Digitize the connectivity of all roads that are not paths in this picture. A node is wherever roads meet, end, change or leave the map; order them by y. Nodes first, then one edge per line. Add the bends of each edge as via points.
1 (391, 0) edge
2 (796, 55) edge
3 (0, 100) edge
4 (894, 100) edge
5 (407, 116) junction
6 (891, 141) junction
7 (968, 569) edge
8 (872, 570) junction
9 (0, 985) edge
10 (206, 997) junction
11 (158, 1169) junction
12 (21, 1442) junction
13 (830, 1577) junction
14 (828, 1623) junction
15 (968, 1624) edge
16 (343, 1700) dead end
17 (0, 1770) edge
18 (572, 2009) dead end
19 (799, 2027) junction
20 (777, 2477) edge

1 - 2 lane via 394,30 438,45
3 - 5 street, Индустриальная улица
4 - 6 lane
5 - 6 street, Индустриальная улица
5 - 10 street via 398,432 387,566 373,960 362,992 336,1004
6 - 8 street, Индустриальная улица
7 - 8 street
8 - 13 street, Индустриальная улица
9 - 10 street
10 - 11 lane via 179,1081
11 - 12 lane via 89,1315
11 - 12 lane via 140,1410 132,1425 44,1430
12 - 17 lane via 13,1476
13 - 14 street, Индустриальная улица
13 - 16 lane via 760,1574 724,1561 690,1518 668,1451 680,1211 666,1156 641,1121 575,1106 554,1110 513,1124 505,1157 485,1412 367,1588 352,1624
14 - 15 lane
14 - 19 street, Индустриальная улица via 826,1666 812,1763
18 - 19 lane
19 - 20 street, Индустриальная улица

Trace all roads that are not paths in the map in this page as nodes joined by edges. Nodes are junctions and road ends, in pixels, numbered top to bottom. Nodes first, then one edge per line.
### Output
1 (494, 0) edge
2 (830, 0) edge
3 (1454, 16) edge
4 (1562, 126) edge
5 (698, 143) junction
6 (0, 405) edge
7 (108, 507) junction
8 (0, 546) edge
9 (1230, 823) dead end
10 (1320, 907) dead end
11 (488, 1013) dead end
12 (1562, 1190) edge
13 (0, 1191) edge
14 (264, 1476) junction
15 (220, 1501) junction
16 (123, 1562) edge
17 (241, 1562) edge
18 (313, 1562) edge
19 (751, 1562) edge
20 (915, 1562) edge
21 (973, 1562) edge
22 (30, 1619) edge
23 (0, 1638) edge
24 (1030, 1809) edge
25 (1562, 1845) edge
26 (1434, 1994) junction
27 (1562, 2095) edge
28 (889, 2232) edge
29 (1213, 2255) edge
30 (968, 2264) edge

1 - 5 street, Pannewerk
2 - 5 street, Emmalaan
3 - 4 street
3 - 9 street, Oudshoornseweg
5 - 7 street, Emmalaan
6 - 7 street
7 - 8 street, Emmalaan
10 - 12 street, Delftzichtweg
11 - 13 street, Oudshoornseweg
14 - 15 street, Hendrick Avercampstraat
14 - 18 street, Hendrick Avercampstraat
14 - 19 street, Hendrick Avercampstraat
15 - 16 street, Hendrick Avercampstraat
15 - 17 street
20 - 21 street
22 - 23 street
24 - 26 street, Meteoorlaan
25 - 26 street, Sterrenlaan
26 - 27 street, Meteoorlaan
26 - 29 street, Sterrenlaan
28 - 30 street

* Activity
Begin with the line that contains "Trace all roads" and print each line exactly until the data ends, including the last line.

* Output for this exercise
Trace all roads that are not paths in the map in this page as nodes joined by edges. Nodes are junctions and road ends, in pixels, numbered top to bottom. Nodes first, then one edge per line.
### Output
1 (494, 0) edge
2 (830, 0) edge
3 (1454, 16) edge
4 (1562, 126) edge
5 (698, 143) junction
6 (0, 405) edge
7 (108, 507) junction
8 (0, 546) edge
9 (1230, 823) dead end
10 (1320, 907) dead end
11 (488, 1013) dead end
12 (1562, 1190) edge
13 (0, 1191) edge
14 (264, 1476) junction
15 (220, 1501) junction
16 (123, 1562) edge
17 (241, 1562) edge
18 (313, 1562) edge
19 (751, 1562) edge
20 (915, 1562) edge
21 (973, 1562) edge
22 (30, 1619) edge
23 (0, 1638) edge
24 (1030, 1809) edge
25 (1562, 1845) edge
26 (1434, 1994) junction
27 (1562, 2095) edge
28 (889, 2232) edge
29 (1213, 2255) edge
30 (968, 2264) edge

1 - 5 street, Pannewerk
2 - 5 street, Emmalaan
3 - 4 street
3 - 9 street, Oudshoornseweg
5 - 7 street, Emmalaan
6 - 7 street
7 - 8 street, Emmalaan
10 - 12 street, Delftzichtweg
11 - 13 street, Oudshoornseweg
14 - 15 street, Hendrick Avercampstraat
14 - 18 street, Hendrick Avercampstraat
14 - 19 street, Hendrick Avercampstraat
15 - 16 street, Hendrick Avercampstraat
15 - 17 street
20 - 21 street
22 - 23 street
24 - 26 street, Meteoorlaan
25 - 26 street, Sterrenlaan
26 - 27 street, Meteoorlaan
26 - 29 street, Sterrenlaan
28 - 30 street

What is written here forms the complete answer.